Electric lighting is a significant part of the energy consumption in buildings. Driven by the rising energy demand, the contribution of lighting to energy consumption is anticipated to grow. In the last decades, this growing energy demand forced governments and manufacturers to think about alternative ways of generating electric lighting. Promising developments in the lighting industry, such as the introduction of solid-state lighting (SSL) devices for general lighting, made a huge impact. SSL devices have several advantages over previous lighting technologies, such as compact size, longer lifetime, directionality, high efficacy, ease of control of light output, and high color quality.
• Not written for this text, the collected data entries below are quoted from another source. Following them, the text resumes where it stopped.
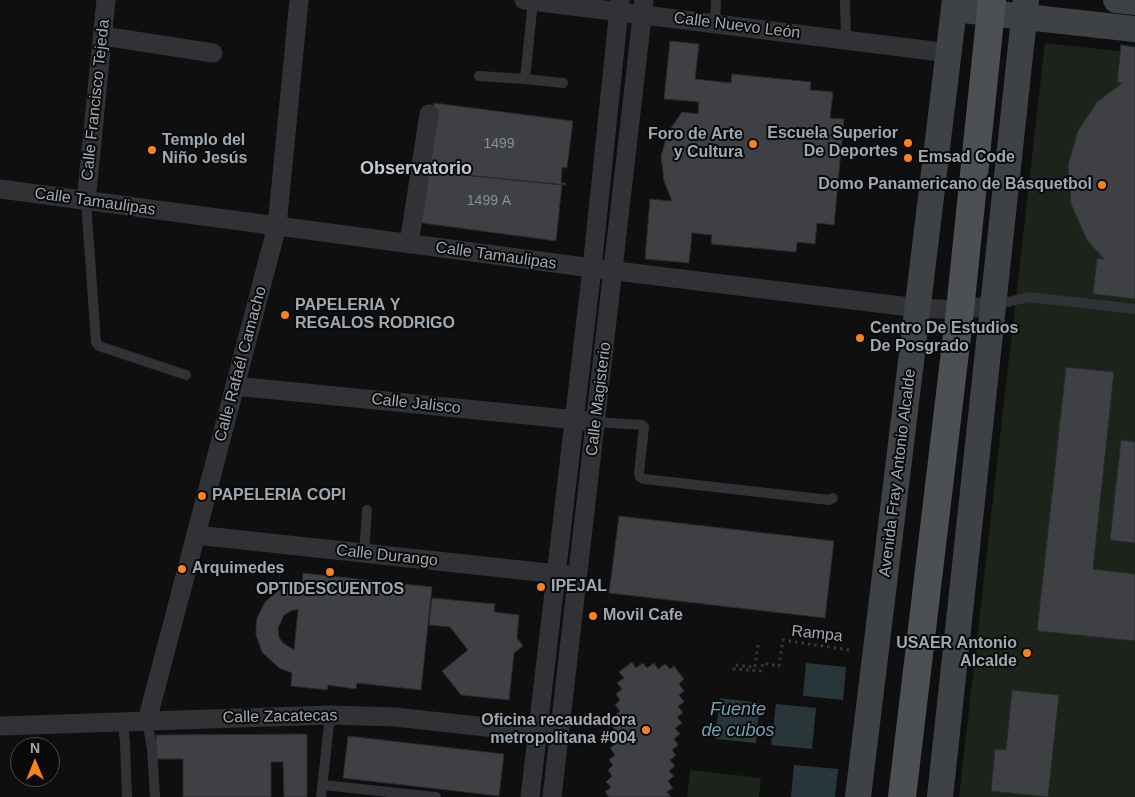 <!DOCTYPE html>
<meta charset="utf-8">
<style>
body{margin:0}
#map{position:relative;width:1135px;height:797px;overflow:hidden;background:#0f0f10;font-family:Arial,sans-serif}
canvas{display:block}
.north{position:absolute;left:10px;top:737px;width:50px;height:50px;box-sizing:border-box;background:#0a0a0b;border:1px solid #464a4e;border-radius:50%;rotate:0deg;font-size:14px;font-weight:700;line-height:20px;text-align:center;color:#9fa9b2}
.north::after{content:'';display:block;margin:auto;width:18px;height:22px;background:#f88120;clip-path:polygon(50% 0,100% 100%,50% 72%,0 100%)}
</style>
<div id="map">
<canvas width="1135" height="797"></canvas>
<div class="north">N</div>
</div>
<script>
const c = document.querySelector('canvas').getContext('2d');
c.lineJoin = 'round';
function fill(path, color) { c.fillStyle = color; c.fill(path, 'evenodd'); }
const toPath = rows => new Path2D(rows.map(r => 'M' + r).join(''));
function stroke(path, color, width, dash) { c.strokeStyle = color; c.lineWidth = width; c.lineCap = dash ? 'butt' : 'round'; c.setLineDash(dash || []); c.stroke(path); }
function label(font, color, halo, rows, align = 'center') {
  c.font = font + ' Arial,sans-serif'; c.lineWidth = 4; c.setLineDash([]); c.textBaseline = 'middle'; c.strokeStyle = halo; c.fillStyle = color; for (const [text, x, y, turn = 0] of rows) {
    c.save(); c.translate(x, y); c.rotate((+turn || 0) * Math.PI / 180); c.textAlign = isNaN(turn) ? turn : align; if (halo) c.strokeText(text, 0, 0); c.fillText(text, 0, 0); c.restore();
  }
}
fill(toPath([
 [1045,43,1135,53,1135,797,959,797],
 [690,770,761,778,759,797,687,797]
]), '#1c231b');
fill(toPath([
 [806,663,846,667,843,700,803,696],
 [720,698,760,703,756,743,715,739],
 [776,704,816,708,812,749,771,745],
 [794,765,838,769,835,797,791,797]
]), '#283539');
const building = toPath([
 [670,41,699,44,695,79,731,83,732,74,811,82,810,90,833,92,830,118,844,119,834,225,817,223,815,244,797,242,796,252,711,244,712,235,692,233,689,263,645,259,650,199,672,201,664,181,661,156,668,132,682,112,698,114,699,102,664,99,670,41],
 [1121,45,1135,47,1135,299,1093,294,1097,258,1104,259,1087,240,1071,204,1068,165,1078,131,1097,102,1122,83,1117,82,1121,45],
 [434,103,573,121,567,168,562,167,561,183,565,183,566,185,423,171,434,103],
 [423,171,562,185,556,241,415,222,423,171],
 [1066,367,1114,372,1093,569,1135,574,1135,641,1037,631,1066,367],
 [1121,440,1135,442,1135,543,1110,540,1121,440],
 [619,516,834,541,825,618,609,593,619,516],
 [303,573,432,587,421,690,357,683,356,689,328,685,327,690,291,686,292,673,279,668,262,652,256,635,256,626,257,618,265,602,278,591,293,585,302,585,303,573],
 [298,609,294,650,283,643,279,637,278,628,284,615,291,611,298,609],
 [432,598,495,604,494,612,519,615,517,638,523,646,514,653,509,700,461,695,442,671,468,650,450,627,429,625,432,598],
 [632,662,636,668,643,663,647,668,654,663,658,669,665,664,670,669,674,666,684,679,679,684,684,691,679,695,684,702,678,706,683,713,677,717,682,723,675,728,680,734,674,739,678,745,672,750,676,755,670,760,675,766,669,771,674,776,668,781,673,788,667,792,671,797,609,797,605,792,611,787,606,782,612,776,608,770,613,765,609,760,615,755,610,748,616,744,611,738,617,733,612,726,618,722,614,716,620,711,615,705,620,700,616,694,622,689,617,683,624,678,619,672,632,662],
 [1012,690,1059,695,1048,797,991,791,995,749,1006,750,1012,690],
 [307,734,307,797,284,797,283,762,271,762,271,797,183,797,183,759,156,759,156,735,307,734],
 [348,736,504,754,499,796,343,778,348,736]
]);
fill(building, '#3e4043');
stroke(building, '#292a2c', 1);
stroke(toPath([
 [758,645,755,667,735,665,734,669,761,671,763,663,779,666,783,640,849,650]
]), '#36393c', 3, [2.5, 4]);
stroke(toPath([
 [845,0,846,41],
 [715,24,716,0],
 [479,76,525,79,533,1],
 [525,79,563,83],
 [86,201,96,342,99,346,186,375],
 [995,305,1029,297,1135,309],
 [596,422,642,425,644,427,639,473,640,477,644,479,829,500,833,498],
 [364,553,367,510],
 [147,721,152,748,155,797],
 [123,722,125,744,127,797],
 [323,785,436,797],
 [321,797,330,715]
]), '#303235', 10);
stroke(toPath([
 [524,0,949,53],
 [103,36,213,53],
 [0,189,592,268,918,308,960,310,993,305],
 [86,201,106,0],
 [409,244,429,114],
 [235,386,587,421],
 [196,535,567,575],
 [147,721,277,226,299,0],
 [0,726,330,715,395,717,550,734],
 [530,797,592,268,620,0],
 [552,797,644,0]
]), '#303235', 19);
stroke(toPath([
 [1116,0,1135,2],
 [954,9,1135,29],
 [858,797,955,0],
 [940,797,1026,0]
]), '#3e4145', 26);
stroke(toPath([
 [902,797,960,310,992,0]
]), '#4c4f54', 28);
for (const [x, y, r, color] of [
 [908,143,5,"#f88120"],
 [753,144,5,"#f88120"],
 [152,150,5,"#f88120"],
 [908,158,5,"#f88120"],
 [1102,185,5,"#f88120"],
 [285,315,5,"#f88120"],
 [860,338,5,"#f88120"],
 [202,496,5,"#f88120"],
 [182,569,5,"#f88120"],
 [330,572,5,"#f88120"],
 [541,587,5,"#f88120"],
 [593,616,5,"#f88120"],
 [1027,653,5,"#f88120"],
 [646,730,5,"#f88120"]
]) { const dot = new Path2D(); dot.arc(x, y, r, 0, 2 * Math.PI); c.fillStyle = color; c.fill(dot); stroke(dot, '#0a0a0b', 2); }
label('14px', '#878f96', null, [
 ["1499",499,144],
 ["1499 A",489,201]
]);
label('16px', '#9fa9b2', '#0a0a0b', [
 ["Calle Nuevo León",737,26,7],
 ["Calle Francisco Tejeda",96,100,-84],
 ["Calle Tamaulipas",95,202,8],
 ["Calle Tamaulipas",496,256,8],
 ["Calle Rafaél Camacho",241,364,-75],
 ["Calle Magisterio",599,399,-83],
 ["Calle Jalisco",416,404,6],
 ["Avenida Fray Antonio Alcalde",898,473,-83],
 ["Calle Durango",387,556,6],
 ["Rampa",817,634,6],
 ["Calle Zacatecas",280,717,-1]
]);
label('bold 16px', '#9fa9b2', '#0a0a0b', [
 ["Escuela Superior",898,134,"right"],
 ["De Deportes",898,152,"right"],
 ["Foro de Arte",743,135,"right"],
 ["y Cultura",743,153,"right"],
 ["Templo del",162,141],
 ["Niño Jesús",162,159],
 ["Emsad Code",918,158],
 ["Domo Panamericano de Básquetbol",1092,185,"right"],
 ["PAPELERIA Y",295,306],
 ["REGALOS RODRIGO",295,324],
 ["Centro De Estudios",870,329],
 ["De Posgrado",870,347],
 ["PAPELERIA COPI",212,496],
 ["Arquimedes",192,569],
 ["IPEJAL",551,587],
 ["OPTIDESCUENTOS",330,590,"center"],
 ["Movil Cafe",603,616],
 ["USAER Antonio",1017,644,"right"],
 ["Alcalde",1017,662,"right"],
 ["Oficina recaudadora",636,721,"right"],
 ["metropolitana #004",636,739,"right"]
], 'left');
label('bold 18px', '#c0c7ce', '#0a0a0b', [
 ["Observatorio",416,169]
]);
label('italic 18px', '#74a0af', '#0a0a0b', [
 ["Fuente",738,710],
 ["de cubos",738,731]
]);
</script>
Spectral power distribution (SPD), radiant power as a function of wavelength, is a crucial part of luminous efficacy and quantification of the color quality of a light source. The color appearance of an object is constituted by the light source spectrum, the object’s spectral reflectance, and the human visual system. Objects reflect some of the incident light on their surfaces, and the reflected light reaches observers to be perceived as the color of the object. However, some of the light is absorbed by the object and turns into heat, causing the absorbed energy to be wasted for illumination purposes. Since SSL devices offer finer control over the spectral output of a light source, we can conceive of a lighting system that can save a considerable amount of energy while preserving light quality by optimizing the spectra to reduce the energy absorbed by physical materials around us.

A potential implementation of this system is shown in Fig. 1. A spectrally-optimizable lighting system would contain sensors to detect the reflectance characteristics of objects and emit tuned light to each object through a projection system. Although a 3-D real-time application is the ultimate goal, an earlier adaptation of such a lighting system could be illuminating 2-D structures, such as paintings and façades in galleries, museums, and historic buildings.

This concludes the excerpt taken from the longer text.